Shopping cart persistence: $_SESSION or browser cookie?

user1193509 picture user1193509 · Sep 24, 2012 · Viewed 29k times · Source

On an e-commerce site with no username/login to persist cart data, would it be better to use the PHP $_SESSION variable or a browser cookie to persist items in the shopping cart? I am leaning toward $_SESSION since cookies can be disabled, but would like to hear thoughts from you.

Thank you in advance for your consideration.

Answer

Xeoncross picture Xeoncross · Sep 24, 2012

Neither

No large sites would dare store a user's cart in a session or cookie - that data is just to valuable.

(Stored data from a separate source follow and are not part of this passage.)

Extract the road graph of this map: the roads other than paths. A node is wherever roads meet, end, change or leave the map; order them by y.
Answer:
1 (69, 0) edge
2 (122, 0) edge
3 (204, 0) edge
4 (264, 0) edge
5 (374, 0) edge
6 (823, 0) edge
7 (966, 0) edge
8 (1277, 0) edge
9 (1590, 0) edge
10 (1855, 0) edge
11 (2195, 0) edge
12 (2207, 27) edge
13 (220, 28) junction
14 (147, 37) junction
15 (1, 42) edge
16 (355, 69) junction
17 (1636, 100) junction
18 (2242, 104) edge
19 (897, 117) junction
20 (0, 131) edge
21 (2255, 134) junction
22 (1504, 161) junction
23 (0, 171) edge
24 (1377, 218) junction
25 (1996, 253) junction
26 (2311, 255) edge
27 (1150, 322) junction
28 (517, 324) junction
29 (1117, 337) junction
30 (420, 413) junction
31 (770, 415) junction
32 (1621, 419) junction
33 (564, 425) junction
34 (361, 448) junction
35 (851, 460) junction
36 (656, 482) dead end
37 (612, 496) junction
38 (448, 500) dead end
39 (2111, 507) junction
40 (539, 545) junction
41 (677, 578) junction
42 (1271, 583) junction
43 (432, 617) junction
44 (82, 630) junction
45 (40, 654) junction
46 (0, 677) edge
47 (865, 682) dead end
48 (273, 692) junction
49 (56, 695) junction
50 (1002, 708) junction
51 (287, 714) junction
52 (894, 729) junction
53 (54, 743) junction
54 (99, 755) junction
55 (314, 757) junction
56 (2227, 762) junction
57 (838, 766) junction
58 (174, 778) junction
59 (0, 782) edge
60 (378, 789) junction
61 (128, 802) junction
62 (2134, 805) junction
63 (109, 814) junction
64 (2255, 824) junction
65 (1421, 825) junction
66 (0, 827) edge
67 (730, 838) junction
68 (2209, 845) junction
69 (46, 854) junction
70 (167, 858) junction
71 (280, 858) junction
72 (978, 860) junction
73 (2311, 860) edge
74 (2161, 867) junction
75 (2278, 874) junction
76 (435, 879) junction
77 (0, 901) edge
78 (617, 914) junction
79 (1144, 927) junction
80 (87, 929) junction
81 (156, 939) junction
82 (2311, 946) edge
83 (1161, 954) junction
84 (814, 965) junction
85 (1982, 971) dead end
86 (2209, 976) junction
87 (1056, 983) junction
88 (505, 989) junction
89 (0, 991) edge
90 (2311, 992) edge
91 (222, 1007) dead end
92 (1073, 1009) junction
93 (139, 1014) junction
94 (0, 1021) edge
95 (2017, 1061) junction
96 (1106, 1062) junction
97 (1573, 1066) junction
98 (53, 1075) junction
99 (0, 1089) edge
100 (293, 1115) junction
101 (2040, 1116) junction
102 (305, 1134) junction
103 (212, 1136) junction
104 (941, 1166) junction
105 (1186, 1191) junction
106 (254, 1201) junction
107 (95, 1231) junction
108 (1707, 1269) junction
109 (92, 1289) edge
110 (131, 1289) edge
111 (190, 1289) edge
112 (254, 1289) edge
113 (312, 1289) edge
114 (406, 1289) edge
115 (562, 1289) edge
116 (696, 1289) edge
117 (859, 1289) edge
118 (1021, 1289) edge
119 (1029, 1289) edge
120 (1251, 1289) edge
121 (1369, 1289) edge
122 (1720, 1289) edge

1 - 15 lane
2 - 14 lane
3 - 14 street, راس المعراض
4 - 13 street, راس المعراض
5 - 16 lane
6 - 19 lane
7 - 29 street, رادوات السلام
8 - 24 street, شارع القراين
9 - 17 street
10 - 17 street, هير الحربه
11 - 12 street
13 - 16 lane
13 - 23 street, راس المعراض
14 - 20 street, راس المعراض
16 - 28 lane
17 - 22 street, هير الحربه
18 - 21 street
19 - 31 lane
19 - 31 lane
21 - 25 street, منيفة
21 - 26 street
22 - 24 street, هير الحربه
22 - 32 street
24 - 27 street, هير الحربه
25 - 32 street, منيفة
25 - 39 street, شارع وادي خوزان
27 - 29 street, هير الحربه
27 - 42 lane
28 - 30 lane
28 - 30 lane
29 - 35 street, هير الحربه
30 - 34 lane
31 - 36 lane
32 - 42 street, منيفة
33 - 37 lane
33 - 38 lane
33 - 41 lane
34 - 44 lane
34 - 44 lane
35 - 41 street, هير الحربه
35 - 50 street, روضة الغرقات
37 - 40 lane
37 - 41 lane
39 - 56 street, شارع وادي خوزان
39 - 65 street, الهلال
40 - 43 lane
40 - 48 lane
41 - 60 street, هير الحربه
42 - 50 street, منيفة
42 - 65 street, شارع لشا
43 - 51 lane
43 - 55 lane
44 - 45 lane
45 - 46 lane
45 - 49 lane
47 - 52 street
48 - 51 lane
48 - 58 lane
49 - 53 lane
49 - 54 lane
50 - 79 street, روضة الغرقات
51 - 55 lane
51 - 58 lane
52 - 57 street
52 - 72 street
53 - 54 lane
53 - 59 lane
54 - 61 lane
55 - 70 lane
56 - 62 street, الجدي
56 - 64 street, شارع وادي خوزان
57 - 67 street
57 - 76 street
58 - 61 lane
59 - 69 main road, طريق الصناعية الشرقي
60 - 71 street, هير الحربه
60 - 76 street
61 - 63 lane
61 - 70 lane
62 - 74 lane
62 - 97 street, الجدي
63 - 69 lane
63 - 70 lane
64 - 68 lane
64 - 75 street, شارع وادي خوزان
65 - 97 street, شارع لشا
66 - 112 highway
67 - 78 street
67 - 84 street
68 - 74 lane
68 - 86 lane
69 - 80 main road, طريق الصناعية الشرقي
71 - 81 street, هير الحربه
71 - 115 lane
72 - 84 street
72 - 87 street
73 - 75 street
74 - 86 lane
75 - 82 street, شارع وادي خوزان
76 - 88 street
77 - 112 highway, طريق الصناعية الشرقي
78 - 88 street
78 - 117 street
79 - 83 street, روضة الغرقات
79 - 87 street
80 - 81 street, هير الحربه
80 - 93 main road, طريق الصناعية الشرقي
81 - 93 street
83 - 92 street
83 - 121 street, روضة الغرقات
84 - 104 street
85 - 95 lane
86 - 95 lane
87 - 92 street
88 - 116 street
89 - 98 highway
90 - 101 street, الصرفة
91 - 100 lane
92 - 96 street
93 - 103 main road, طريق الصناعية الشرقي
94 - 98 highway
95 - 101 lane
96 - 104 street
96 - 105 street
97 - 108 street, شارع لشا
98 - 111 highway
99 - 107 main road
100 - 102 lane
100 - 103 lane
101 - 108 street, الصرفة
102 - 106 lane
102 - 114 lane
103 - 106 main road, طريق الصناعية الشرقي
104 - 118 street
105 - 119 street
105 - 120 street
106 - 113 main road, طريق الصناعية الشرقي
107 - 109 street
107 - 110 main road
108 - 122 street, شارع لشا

What customers are buying, when they select items, how many they purchase, why they don't finish the checkout, etc.. are all very, very important to your business.

Use a database table to store this information and then link it to the user's session. That way you don't lose the information and you can go back and build statistics based on users carts or solve problems with your checkout process.

Log everything you can.

Database Schema

Below is a simplified example of how this might look at the database level.

user {
    id
    email
}

product {
    id
    name
    price
}

cart {
    id
    product_id
    user_id
    quantity
    timestamp    (when was it created?)
    expired      (is this cart still active?)
}

You might also want to split the cart table out into more tables so you can track revisions to the cart.

Sessions

Normal PHP Sessions consist of two parts

  1. The data (stored in a file on the server)
  2. A unique identifier given to the user agent (browser)

Therefore, it's not $_SESSION vs $_COOKIE - it's $_SESSION + $_COOKIE = "session". However, there are ways you can modify this by using a single encrypted cookie which contains the data (and therefore you don't need an identifier to find the data). Another common approach is to store the data in memcached or a database instead of the filesystem so that multiple servers can access it.

What @Travesty3 is saying is that you can have two cookies - one for the session, and another that is either a "keep me logged in" cookie (which exists longer than the session cookie), or a copy of the data inside separate cookie.